Children Deported: The Real Victims of America's Broken Immigration System, According to Report [WATCH]
The United Nations Refugee Agency has just published a report that documents the trauma and suffering felt by a large number of children who become victims of the immigration system.
More than 60,000 children arrive in the United States from El Salvador, Honduras, Guatemala and Mexico -- and make the voyage alone, without their parents. Many children are in search of their parents, who may be undocumented, unlisted, and working to send funds back to their home countries. Some other children travel to the United States so that they can escape homes foreboding lives thrashed with gang violence.

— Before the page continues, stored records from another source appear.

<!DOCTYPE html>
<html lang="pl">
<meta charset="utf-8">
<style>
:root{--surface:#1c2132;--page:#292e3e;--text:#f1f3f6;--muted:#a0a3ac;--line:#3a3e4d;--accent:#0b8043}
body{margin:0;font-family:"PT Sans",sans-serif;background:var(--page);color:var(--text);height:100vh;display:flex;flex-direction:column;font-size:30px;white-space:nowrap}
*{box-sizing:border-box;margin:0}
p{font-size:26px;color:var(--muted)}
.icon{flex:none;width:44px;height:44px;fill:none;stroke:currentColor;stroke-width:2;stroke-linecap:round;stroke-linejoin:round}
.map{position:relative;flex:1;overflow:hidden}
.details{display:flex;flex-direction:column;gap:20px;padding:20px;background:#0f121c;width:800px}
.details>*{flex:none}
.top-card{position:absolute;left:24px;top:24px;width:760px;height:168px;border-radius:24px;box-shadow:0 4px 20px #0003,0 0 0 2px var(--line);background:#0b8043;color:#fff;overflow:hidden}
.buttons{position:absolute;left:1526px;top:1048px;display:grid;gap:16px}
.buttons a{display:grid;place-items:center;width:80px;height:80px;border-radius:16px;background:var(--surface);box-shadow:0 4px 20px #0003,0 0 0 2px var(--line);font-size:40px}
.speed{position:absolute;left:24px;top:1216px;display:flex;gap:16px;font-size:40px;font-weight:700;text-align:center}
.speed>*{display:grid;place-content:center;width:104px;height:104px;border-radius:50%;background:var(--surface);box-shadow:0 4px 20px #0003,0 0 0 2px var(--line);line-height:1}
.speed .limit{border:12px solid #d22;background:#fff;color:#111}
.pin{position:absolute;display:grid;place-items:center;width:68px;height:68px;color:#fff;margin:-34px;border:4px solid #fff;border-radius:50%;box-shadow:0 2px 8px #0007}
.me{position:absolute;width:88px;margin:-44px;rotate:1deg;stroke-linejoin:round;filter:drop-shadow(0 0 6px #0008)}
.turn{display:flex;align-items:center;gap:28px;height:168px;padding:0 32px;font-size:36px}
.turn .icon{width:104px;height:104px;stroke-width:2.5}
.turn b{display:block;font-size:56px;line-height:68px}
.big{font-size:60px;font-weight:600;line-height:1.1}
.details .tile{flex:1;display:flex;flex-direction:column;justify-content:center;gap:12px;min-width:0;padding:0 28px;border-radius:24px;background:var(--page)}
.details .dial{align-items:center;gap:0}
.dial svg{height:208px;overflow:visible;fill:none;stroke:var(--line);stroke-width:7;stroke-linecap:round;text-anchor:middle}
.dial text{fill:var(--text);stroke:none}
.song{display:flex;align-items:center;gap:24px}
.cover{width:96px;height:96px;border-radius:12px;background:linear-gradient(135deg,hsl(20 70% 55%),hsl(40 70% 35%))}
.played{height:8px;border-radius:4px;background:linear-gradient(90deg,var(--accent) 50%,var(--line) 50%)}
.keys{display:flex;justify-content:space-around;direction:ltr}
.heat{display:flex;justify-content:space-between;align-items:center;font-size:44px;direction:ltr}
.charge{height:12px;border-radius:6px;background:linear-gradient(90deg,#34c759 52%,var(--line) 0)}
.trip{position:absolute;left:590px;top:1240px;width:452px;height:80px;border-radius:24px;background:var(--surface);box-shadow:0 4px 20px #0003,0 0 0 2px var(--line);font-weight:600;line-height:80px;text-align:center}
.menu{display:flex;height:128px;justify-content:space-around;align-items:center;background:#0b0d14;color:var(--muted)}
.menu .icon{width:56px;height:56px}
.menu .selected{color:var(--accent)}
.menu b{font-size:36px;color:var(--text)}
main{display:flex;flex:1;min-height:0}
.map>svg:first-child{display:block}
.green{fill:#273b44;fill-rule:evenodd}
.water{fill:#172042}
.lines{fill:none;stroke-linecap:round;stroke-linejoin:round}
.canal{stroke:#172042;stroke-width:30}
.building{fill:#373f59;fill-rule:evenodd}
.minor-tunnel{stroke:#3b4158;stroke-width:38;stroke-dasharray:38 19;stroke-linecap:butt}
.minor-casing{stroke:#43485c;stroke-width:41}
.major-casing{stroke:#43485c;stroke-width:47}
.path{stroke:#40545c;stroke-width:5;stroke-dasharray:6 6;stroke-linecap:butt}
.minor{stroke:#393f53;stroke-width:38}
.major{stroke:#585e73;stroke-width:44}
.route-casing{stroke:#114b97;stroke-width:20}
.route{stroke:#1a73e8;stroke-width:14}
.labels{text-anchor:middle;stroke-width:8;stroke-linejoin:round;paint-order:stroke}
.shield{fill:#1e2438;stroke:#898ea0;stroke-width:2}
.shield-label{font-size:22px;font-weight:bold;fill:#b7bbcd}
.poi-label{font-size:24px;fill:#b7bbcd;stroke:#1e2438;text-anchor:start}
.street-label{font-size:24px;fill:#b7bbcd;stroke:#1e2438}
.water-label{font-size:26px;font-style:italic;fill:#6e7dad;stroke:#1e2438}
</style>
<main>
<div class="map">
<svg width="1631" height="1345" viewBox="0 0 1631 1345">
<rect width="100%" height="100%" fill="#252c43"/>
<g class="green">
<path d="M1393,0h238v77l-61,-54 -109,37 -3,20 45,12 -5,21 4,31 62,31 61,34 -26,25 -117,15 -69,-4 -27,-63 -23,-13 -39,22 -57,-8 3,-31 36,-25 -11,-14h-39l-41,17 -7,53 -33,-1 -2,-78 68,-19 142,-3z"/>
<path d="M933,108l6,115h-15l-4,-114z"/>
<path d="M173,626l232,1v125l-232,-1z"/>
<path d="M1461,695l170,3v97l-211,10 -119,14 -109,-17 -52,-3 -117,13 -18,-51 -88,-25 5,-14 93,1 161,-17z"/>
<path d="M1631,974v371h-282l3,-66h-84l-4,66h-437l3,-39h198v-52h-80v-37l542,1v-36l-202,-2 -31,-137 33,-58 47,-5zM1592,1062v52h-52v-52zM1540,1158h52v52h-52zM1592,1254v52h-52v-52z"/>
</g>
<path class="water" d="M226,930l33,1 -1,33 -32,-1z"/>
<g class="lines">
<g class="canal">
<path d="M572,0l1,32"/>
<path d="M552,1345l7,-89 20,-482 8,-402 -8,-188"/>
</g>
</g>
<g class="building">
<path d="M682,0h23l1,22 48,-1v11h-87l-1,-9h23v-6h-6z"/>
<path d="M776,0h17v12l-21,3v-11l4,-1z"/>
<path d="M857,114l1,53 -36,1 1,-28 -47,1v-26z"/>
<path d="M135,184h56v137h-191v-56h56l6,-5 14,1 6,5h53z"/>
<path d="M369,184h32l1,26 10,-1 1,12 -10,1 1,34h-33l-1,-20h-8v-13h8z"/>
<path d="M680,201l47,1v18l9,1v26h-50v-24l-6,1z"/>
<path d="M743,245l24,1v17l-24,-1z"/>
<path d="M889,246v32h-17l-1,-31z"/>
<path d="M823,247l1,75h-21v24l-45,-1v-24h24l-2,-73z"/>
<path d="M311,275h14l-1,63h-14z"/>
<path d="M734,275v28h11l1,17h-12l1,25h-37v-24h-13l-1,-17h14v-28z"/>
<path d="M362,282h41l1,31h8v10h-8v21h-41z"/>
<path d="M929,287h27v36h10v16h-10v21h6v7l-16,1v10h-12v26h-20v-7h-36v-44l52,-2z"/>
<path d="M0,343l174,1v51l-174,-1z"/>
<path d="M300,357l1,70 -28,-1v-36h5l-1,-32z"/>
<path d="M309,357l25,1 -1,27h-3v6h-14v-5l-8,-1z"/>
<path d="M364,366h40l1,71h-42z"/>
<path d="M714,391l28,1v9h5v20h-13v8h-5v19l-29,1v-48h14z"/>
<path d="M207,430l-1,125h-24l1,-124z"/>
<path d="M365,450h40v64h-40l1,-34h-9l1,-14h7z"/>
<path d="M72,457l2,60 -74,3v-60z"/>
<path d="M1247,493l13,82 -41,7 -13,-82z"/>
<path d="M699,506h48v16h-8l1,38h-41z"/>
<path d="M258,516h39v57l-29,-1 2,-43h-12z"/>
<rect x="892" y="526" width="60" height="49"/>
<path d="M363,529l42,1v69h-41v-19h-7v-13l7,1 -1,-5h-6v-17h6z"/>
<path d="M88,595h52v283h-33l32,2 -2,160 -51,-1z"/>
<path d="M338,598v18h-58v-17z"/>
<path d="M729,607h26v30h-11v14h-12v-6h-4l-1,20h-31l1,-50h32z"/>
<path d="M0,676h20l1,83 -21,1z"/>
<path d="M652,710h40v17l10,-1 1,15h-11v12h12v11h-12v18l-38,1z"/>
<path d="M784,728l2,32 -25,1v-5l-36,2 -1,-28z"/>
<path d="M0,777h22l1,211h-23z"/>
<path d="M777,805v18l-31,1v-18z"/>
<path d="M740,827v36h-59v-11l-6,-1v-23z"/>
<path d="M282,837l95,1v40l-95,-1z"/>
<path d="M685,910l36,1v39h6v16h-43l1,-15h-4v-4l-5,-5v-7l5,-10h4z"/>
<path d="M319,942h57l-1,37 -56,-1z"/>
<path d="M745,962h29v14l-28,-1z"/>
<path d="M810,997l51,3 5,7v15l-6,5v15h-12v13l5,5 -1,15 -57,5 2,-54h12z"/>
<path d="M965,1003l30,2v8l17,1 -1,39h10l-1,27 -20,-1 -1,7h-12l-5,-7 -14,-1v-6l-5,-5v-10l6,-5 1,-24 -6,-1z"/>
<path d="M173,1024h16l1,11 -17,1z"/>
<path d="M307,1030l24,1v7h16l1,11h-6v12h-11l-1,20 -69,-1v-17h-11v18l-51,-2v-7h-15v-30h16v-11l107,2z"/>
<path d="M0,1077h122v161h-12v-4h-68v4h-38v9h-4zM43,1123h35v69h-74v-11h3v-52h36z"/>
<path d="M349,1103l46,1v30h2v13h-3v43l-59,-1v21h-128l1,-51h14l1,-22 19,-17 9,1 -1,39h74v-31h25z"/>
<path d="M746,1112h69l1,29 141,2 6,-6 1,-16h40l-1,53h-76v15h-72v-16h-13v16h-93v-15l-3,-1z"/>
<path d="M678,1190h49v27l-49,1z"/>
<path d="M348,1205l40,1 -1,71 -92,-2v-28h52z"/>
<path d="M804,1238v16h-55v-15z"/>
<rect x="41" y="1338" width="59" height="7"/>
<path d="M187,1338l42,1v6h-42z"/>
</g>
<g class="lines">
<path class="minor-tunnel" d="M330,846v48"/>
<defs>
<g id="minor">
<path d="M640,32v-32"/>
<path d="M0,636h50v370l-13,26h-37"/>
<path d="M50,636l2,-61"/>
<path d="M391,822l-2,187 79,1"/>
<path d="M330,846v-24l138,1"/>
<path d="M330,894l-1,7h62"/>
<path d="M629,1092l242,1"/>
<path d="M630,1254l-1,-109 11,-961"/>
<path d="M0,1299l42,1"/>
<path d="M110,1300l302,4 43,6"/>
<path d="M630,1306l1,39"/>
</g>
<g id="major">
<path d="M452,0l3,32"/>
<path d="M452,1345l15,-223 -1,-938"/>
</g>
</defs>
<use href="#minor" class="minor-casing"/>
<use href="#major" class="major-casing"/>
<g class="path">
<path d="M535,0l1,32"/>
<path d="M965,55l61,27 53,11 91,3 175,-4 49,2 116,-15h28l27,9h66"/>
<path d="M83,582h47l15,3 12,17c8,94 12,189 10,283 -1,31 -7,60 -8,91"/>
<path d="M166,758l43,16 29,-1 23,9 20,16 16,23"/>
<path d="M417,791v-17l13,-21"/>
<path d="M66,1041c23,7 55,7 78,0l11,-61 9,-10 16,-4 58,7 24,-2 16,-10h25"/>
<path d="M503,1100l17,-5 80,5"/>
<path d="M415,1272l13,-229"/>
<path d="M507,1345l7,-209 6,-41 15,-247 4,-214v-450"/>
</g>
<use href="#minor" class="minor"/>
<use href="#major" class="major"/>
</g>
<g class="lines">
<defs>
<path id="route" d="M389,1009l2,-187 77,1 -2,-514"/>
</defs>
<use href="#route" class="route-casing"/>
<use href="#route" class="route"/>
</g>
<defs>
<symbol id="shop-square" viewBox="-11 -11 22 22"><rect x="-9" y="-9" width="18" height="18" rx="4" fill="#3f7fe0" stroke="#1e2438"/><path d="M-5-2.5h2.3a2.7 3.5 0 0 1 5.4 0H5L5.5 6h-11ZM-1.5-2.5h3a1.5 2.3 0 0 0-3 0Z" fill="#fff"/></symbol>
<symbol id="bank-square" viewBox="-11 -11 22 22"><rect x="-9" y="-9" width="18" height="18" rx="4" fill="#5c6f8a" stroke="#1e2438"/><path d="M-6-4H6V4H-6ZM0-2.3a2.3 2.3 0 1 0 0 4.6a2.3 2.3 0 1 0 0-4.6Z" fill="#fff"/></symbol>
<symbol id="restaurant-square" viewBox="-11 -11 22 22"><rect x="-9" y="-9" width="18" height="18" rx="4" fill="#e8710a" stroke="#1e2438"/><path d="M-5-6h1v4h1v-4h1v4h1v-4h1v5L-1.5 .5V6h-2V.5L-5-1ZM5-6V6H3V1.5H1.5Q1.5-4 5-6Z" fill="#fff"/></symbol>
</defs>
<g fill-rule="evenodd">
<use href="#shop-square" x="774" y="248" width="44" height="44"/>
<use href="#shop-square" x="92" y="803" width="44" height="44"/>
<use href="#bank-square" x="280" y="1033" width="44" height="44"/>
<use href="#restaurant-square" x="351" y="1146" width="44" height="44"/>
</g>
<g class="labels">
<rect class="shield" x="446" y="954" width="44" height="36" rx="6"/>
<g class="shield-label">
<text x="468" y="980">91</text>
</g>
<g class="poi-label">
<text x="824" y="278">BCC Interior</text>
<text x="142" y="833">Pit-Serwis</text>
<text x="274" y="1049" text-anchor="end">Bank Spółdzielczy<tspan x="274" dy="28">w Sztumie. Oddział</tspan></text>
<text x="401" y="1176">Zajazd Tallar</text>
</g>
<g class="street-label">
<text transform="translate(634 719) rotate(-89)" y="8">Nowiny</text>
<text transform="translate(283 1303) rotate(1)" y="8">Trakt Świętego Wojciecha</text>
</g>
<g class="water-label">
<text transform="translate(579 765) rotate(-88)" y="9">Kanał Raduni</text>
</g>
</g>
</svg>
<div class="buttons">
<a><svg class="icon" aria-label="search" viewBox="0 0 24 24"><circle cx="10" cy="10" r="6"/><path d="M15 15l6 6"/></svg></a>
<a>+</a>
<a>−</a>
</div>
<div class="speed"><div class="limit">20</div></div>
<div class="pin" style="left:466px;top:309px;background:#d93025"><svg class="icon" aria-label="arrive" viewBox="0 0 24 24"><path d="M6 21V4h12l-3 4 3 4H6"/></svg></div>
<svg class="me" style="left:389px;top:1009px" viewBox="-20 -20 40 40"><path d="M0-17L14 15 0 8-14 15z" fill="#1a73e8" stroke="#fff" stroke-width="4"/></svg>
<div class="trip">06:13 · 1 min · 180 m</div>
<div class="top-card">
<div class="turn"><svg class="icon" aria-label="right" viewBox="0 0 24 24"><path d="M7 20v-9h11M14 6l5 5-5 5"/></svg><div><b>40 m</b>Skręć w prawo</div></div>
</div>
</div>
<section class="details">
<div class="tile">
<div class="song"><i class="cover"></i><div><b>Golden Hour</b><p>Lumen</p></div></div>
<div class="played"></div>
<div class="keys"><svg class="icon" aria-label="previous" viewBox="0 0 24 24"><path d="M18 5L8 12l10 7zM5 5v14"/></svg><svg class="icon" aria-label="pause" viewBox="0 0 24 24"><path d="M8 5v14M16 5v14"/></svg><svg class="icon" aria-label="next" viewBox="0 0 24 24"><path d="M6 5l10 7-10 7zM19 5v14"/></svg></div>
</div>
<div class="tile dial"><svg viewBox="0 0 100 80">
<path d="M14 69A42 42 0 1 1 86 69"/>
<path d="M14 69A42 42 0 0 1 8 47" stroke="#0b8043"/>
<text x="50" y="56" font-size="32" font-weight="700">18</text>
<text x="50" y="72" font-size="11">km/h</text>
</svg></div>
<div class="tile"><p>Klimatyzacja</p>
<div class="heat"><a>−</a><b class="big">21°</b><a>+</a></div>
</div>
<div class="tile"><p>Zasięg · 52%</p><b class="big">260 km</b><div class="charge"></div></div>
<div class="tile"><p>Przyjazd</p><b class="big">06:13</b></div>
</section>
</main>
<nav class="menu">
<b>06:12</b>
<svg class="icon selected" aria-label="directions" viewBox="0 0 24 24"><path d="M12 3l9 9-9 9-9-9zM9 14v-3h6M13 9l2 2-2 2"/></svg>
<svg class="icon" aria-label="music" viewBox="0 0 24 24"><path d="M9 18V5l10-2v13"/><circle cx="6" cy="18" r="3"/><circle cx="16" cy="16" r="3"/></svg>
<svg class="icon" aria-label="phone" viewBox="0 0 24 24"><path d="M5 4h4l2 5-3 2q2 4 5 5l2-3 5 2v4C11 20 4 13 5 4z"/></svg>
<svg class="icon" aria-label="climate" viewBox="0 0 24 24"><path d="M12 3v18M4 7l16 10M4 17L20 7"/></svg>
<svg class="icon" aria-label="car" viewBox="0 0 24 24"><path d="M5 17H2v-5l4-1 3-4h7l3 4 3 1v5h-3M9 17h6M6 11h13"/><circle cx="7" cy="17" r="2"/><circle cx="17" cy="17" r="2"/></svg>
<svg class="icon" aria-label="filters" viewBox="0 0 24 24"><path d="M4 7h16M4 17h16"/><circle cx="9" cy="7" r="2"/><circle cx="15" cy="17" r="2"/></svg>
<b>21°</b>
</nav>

With good reason, these children trek to the land of supposed opportunity, and once they are here, they are confronted with U.S. immigration policy. Immigration and Custom agents apprehend these children and a majority of the youngsters are deported back across the border, to somewhere unfamiliar -- no matter their age, and these children sometimes fall victims to Mexico's underbelly: cartels, human traffickers, pedophiles, etc.
Children on the Run, the new report, was crafted after researchers questioned just over 400 children, between the age of 12 and 17, about their long, chancy expedition from their home countries, and why they'd come to the United States. The report showed that more than half of the children (53 percent) wished to be reunited with family living in the United States, though 58 percent of the children indicated that reunions came second to escaping violent home or neighborhoods.
The interviews unearthed frightening details about these children's lives. Fifteen-year-old Salvadoran Maritza shared that she was being pursued by a gang member who "liked" her. The particular gang often stole young girls, raped them and disposed of them in plastic bags. Guatemalan David offered stories about a neighborhood gang that stalked him, threatened him, and once abducted him and his cousin -- keeping them tied up for three hours before they were able to escape. Fourteen-year-old Mexican Miguel stated, "I'm tired of so much crime, of so much blood on the streets. Reynosa -- it's hell for a young person."
Honduran criminal group "Los Espinoza" routinely videotapes children receiving training in the use of AK-47s and shot guns. On these recordings, song verses glamorizing drug trafficking are paired with images of 12-year-old firing semi-automatic weapons. What's shown is only rehearsal for real-life violent engagements that include kidnapping, theft and murder. The criminal group poaches children from their family, and use the minors to "act with impunity," according to La Tribuna. These children are difficult to arrest and prosecute, and young boys can be easily drawn to the criminal life.
Children attempting to escape a life of violence and drug culture should be aided not abandoned and left to return to desperate situations. The author of the UN report indicated that the young expatriates' reasons for leaving their countries are classified under "international protection needs," that term suggesting that it's the responsibility of the States and other nations to protect these young people because they risk violations of their rights in their home country. The international community should feel obliged to step in to ensure basic rights, and United States should hold the Border Patrol and the Immigration and Custom Enforcement agency accountable for the treatment of these children when they are seized at the border.
On the other side of the immigration, when undocumented parents are taken, and children are left without caregivers, many of these children are placed in foster care because there's no one to take care for them. These children become an added expense for the state.
According to an NPR report, 5,000 children are thought to have been left without a parent or guardian in the United States after their parents have been deported. Child custody proceedings are difficult when tethered with deportation because social workers are unable to cross borders, parents aren't allowed to be physically present at proceedings and often parents don't have lawyers to represent them. Parents are contacted via phone or webcam, but it's not comparable to being present at the case.
President Barack Obama recently stated that he planned to handle deportation more humanely, but one doesn't know what that means in relation to children entering and being expelled from the country alone.